And while all this is going on, ‘ordinary’ people communicating through the internet are showing more and more evidence of having worked things out for themselves and come to rational conclusions that have much greater coherence, make far more sense than anything the supposed ‘experts’ have to say on the subject. It seems the ‘experts’ have been barking so long up the individual tree of their particular niche specialty, that they’ve long ago lost all sight of the wood.

I’m old enough now to look back and say once there was a time when we could trust ‘the experts’ to come out with something sensible, and if we couldn’t, then the independent intelligent media would soon sniff them out and expose their mistakes. Or was that just an illusion too, based on a belief I held then which I no longer do now? In many ways, the degeneration of the whole set-up into the pastiche it’s now become forces us to face the fundamental mechanisms underlying this misguided behaviour and finally see it for what it is. This is the only thing that will ensure it’s not continualy repeated as we once more come to the threshold of deposing one set of authority figures in favour of another.

Ultimately it all seems to boil down to the belief in an objective reality in which there can be only one ‘correct’ interpretation, one way of doing things, one ‘truth’. Despite all the evidence to show that there are innumerable valid perspectives on things, that even ‘our’ perspective, ‘truth’ and methods are constantly changing so can hardly amount to ‘the one true way’, we are collectively driven to trumpet the supremacy of our own particular perspective, bully others into accepting it, and discredit any evidence to the contrary.

Yet invariably it’s the case that there’s truth lurking in our basic impulses. It’s in the interpretation that we get it all back to front and inside out. The sense of ‘there can be only one’ is true. At the level of collective consciousness, we are inseparable from the entirety of existence. We are one, purely and simply. But unity is NOT uniformity. It becomes uniformity when the basic apprehension of unity becomes warped and twisted by the illusion of separation, and by virtue of its torsion acquires kinetic potential – ie. it creates an impulse to move, to motivate, to enforce uniformity, which is a warped expression of unity.

In realising that we are fundamentally, completely and utterly inseparable from the entirety of existence, no matter what, the illusion of separation and disconnection melts away, resulting in far greater tolerance of individual variation in perspective, method, thought.
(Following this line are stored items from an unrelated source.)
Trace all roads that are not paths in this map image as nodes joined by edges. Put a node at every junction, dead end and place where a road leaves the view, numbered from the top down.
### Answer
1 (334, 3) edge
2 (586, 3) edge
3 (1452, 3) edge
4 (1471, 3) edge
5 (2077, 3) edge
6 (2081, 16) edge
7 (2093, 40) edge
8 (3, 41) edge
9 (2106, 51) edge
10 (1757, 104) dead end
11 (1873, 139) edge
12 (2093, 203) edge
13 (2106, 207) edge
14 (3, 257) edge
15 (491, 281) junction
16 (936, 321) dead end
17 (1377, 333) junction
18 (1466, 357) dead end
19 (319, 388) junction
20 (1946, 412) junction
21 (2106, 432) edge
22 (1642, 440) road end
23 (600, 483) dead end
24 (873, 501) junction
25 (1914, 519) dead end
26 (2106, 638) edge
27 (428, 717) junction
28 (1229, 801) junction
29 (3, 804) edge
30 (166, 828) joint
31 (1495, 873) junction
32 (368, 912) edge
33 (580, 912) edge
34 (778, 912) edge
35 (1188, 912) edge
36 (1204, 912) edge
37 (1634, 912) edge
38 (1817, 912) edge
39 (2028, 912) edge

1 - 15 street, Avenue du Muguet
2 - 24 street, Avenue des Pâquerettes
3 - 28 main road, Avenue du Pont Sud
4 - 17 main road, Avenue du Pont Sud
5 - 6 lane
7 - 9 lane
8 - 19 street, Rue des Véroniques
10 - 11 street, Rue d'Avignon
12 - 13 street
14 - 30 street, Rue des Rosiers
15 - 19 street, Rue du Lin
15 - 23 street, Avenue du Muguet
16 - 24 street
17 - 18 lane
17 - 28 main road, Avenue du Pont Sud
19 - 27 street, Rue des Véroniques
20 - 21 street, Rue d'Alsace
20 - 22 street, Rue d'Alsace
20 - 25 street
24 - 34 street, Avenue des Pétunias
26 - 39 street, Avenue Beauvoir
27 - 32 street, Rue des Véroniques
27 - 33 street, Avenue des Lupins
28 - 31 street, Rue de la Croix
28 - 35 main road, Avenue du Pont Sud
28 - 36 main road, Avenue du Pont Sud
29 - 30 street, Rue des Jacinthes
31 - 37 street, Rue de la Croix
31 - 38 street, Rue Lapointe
Quite simply, if you can’t be disconnected, then you always ‘belong’ and are free to REALise the expression of your relatively individualised consciousness with its unique perspective which is no more and no less valid and valuable than every other single perspective on the planet. You are your own authority, your own expert, and nothing can invalidate your point of view. Even if it’s apparently incoherent with a collectively-held viewpoint, your point of view is what in-forms your own experience of reality and is thus ‘true’ at your own individualised level of experience. But equally well, it’s no more ‘true’ than anyone else’s viewpoint, and thus cannot be forced on others as ‘the only way’. The validity of your viewpoint cannot invalidate anyone else’s.

The solution to the question of what has wider or ultimate truth emerges most readily on a level playing field where conscious unity is taken as a basic premise. In such an environment, the sense of ‘self’ is recognised as largely illusory, contingent on a sense of separated existence. The concept of ‘ownership’ of ideas thus becomes an irrelevance, and ego games don’t get a look-in. It’s only in putting all our collective subjective expertise together and testing its coherence in relation to the whole that we finally comprehend that no viewpoints are mutually exclusive and all are informed by our connection with the whole. Each viewpoint is just a different facet of the same gem, and only when you turn a gemstone over in your hand and see all its facets do you understand what the gemstone really is. The ‘expert’ studying a process in minute detail has no more ‘authority’ than the person seeing it in a wider context. To be coherent, both perspectives require inclusion and rationalisation within an overall process which connects with every other process in existence.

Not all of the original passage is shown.